TASK DETAILS — Return, from the data that follows, each line that holds the word "Magre".

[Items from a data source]
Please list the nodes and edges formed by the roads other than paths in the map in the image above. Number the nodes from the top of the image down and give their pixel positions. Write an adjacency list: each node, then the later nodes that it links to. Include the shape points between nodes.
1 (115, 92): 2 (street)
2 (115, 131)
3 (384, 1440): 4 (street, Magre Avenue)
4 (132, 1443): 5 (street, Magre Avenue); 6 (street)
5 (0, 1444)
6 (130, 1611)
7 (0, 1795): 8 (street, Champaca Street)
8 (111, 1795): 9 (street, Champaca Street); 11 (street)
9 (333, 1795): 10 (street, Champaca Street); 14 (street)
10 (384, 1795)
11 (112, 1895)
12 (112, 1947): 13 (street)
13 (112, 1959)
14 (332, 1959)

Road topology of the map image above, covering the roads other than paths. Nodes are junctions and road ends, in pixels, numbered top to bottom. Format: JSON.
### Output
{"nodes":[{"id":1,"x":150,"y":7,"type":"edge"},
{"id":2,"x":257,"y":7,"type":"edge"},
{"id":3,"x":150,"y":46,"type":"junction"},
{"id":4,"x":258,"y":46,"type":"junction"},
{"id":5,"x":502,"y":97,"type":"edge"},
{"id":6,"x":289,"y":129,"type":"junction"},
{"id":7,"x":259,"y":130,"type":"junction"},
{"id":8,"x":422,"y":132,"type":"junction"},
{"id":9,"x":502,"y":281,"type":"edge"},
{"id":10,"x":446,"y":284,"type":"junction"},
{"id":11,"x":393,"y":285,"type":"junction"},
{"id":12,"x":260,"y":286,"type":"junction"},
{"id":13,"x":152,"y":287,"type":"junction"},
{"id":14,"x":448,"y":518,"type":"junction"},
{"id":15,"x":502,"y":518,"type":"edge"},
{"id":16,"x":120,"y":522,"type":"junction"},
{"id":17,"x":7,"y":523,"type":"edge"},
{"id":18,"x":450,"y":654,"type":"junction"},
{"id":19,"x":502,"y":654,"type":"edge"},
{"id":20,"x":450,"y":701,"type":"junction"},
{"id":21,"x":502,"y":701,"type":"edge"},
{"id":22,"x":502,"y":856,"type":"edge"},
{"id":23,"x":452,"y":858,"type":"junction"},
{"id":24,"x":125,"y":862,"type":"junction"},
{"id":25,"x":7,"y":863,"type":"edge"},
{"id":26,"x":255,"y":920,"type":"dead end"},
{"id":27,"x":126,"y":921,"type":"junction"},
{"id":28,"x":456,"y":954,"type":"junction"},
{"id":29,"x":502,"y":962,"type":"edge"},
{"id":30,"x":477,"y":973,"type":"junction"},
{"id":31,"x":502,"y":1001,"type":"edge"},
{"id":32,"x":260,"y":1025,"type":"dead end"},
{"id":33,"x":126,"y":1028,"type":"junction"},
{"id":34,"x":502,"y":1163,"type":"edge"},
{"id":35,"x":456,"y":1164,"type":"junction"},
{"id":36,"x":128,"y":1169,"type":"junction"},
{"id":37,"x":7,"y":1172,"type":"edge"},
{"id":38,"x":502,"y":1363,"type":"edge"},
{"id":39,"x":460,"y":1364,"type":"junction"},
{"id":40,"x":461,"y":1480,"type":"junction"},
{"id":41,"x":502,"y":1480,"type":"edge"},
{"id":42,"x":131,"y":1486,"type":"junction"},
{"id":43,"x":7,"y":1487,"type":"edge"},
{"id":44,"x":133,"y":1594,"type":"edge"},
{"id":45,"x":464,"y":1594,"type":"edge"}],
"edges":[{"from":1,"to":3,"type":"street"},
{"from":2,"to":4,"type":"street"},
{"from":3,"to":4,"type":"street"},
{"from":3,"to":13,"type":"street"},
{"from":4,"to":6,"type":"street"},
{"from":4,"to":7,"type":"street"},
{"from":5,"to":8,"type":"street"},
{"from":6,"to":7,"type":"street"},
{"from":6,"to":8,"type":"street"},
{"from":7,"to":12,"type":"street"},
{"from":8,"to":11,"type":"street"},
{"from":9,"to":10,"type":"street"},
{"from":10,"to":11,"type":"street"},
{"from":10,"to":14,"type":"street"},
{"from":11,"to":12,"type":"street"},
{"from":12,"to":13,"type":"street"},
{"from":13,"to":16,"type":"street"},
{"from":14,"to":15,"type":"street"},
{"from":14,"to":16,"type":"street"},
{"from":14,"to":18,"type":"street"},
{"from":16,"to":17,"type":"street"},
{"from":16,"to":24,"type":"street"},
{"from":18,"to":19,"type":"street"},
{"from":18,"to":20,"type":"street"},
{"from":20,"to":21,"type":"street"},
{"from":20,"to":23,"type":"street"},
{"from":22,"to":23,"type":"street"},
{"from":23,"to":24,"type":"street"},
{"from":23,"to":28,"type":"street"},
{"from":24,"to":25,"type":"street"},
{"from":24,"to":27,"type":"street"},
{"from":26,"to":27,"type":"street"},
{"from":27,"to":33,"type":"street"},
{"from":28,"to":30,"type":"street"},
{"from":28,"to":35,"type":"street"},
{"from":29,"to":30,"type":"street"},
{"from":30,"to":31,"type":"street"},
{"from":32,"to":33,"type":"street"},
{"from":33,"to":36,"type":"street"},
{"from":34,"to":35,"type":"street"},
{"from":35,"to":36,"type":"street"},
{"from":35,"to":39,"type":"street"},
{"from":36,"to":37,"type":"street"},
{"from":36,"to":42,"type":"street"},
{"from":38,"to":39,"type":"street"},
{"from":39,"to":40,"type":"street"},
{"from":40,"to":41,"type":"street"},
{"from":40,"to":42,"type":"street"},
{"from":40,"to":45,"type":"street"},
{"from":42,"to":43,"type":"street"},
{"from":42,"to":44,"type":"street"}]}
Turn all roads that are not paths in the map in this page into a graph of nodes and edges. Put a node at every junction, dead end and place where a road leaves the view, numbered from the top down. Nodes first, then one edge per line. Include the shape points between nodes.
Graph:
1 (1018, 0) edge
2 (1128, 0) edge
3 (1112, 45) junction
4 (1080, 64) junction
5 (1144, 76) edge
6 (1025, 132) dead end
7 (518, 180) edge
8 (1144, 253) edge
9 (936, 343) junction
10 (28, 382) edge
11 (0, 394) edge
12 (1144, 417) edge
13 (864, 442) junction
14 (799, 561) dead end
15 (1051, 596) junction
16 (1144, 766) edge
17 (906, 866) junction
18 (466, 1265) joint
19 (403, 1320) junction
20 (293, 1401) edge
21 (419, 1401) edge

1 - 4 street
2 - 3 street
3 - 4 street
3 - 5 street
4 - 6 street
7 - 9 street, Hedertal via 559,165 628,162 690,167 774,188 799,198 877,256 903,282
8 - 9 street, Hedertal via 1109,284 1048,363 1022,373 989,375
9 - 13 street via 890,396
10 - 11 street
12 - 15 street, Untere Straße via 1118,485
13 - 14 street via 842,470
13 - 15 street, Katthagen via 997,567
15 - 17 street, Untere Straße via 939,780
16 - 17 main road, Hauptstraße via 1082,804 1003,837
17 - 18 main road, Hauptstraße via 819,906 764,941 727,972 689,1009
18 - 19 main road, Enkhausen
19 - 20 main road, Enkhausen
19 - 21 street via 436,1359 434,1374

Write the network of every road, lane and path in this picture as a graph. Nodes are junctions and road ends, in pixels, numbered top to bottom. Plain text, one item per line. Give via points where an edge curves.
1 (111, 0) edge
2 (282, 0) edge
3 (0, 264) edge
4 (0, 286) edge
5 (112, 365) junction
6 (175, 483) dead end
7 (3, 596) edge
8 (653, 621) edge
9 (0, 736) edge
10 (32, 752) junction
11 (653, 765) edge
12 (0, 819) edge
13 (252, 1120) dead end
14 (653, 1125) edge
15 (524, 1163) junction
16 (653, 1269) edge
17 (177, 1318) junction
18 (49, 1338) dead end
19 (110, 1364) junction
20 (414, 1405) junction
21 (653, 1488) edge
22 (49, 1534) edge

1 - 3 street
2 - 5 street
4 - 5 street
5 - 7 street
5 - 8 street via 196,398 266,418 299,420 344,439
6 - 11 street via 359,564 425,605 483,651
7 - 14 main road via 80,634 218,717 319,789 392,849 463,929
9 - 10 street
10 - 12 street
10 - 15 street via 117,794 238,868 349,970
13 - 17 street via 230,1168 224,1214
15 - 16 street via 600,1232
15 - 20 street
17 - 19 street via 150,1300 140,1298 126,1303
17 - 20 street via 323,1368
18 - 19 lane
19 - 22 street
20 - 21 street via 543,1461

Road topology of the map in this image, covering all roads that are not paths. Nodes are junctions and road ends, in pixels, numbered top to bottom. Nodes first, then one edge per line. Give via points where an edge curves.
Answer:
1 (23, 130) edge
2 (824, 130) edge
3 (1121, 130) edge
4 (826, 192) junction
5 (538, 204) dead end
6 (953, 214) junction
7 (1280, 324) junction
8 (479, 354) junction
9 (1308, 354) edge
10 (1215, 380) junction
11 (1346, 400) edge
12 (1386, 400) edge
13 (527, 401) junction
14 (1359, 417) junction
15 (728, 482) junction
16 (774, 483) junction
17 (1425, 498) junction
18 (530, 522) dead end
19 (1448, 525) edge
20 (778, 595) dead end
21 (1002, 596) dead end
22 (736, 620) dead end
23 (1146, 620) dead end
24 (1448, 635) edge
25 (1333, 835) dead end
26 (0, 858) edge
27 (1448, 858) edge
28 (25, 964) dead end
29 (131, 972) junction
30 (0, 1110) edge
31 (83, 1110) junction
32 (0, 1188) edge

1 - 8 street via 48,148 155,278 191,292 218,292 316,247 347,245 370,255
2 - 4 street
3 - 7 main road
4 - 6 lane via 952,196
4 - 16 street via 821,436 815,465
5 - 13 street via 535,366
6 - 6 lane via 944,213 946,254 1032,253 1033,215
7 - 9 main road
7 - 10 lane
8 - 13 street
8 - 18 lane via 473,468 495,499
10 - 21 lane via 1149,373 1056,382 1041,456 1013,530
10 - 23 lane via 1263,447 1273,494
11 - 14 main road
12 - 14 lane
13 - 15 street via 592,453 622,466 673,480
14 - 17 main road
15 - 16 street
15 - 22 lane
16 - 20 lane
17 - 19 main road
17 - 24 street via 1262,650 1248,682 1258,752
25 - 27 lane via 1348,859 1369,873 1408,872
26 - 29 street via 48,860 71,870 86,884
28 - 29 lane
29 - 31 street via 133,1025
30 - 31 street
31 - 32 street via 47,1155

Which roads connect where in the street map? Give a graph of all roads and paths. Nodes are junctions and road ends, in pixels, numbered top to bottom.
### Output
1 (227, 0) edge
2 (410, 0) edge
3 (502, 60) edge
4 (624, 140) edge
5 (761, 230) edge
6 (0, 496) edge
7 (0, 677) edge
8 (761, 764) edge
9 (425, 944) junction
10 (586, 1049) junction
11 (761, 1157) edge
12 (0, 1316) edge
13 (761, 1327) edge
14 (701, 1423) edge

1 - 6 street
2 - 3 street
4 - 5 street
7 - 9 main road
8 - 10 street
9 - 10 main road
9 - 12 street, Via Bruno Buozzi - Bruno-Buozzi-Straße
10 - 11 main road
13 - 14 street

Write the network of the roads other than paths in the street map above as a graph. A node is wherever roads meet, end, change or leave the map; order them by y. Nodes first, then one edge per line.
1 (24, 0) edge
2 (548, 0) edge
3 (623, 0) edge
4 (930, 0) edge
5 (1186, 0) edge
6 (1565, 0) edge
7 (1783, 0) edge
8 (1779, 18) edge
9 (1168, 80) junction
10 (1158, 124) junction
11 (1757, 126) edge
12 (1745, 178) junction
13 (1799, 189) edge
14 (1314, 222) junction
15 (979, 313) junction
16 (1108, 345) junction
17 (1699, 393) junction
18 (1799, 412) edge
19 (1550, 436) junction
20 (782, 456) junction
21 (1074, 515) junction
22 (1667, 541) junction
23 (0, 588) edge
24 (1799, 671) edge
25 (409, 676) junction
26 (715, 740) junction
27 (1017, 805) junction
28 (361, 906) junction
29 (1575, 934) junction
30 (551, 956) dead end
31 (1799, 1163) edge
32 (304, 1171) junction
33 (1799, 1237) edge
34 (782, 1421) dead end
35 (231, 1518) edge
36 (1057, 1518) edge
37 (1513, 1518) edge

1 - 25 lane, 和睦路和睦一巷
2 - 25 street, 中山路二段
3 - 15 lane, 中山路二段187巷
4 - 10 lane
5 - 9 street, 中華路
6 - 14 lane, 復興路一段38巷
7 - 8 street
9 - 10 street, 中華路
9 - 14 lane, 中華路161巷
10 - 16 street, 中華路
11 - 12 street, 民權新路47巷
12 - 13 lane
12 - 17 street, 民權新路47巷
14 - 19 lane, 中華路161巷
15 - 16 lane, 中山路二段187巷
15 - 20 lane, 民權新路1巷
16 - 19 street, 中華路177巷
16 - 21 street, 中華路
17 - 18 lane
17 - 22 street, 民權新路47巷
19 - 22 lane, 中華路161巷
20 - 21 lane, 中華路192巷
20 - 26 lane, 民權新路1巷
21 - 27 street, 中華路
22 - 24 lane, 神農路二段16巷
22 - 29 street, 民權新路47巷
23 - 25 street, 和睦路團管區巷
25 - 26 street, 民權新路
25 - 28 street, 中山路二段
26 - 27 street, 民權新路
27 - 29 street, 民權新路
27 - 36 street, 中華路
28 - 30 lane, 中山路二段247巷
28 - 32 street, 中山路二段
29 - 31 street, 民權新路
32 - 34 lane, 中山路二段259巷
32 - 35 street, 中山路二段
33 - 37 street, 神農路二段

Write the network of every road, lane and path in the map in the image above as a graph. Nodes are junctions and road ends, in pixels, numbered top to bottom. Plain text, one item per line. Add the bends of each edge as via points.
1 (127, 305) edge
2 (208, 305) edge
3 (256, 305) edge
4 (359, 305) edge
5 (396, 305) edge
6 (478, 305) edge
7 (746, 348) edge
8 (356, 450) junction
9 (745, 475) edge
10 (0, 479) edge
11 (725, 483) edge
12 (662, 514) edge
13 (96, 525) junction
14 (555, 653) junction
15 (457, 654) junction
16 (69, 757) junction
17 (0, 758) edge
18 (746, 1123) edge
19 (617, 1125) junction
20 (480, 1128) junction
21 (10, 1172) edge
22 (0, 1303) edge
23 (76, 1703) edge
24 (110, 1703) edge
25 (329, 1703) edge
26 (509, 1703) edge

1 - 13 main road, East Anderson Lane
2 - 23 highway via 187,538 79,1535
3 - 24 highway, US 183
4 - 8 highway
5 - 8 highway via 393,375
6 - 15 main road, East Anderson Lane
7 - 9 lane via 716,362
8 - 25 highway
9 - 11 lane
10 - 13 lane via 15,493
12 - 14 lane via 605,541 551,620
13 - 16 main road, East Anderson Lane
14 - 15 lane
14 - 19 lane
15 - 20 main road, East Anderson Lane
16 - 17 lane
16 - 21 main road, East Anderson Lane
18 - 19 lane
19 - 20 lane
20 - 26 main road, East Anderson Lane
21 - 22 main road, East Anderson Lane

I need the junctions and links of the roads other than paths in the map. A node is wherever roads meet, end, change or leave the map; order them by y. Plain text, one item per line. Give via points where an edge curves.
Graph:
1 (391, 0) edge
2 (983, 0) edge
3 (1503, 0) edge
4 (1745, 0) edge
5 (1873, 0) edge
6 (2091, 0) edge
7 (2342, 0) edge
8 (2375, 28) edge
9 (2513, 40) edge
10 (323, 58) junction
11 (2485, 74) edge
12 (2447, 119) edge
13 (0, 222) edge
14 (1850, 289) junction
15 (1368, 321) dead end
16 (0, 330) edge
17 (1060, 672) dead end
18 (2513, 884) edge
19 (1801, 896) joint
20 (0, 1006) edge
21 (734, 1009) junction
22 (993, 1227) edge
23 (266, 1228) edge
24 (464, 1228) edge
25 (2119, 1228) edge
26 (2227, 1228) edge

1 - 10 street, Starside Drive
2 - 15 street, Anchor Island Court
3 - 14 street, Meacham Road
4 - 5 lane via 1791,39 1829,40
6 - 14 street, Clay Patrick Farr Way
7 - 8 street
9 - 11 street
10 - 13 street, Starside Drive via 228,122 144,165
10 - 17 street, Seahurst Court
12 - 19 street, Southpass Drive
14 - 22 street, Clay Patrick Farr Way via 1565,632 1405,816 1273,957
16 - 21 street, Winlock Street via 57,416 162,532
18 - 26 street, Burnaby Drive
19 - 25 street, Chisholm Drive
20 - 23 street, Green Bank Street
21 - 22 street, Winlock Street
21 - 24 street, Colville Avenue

RESULT OF THE TASK —
3 (384, 1440): 4 (street, Magre Avenue)
4 (132, 1443): 5 (street, Magre Avenue); 6 (street)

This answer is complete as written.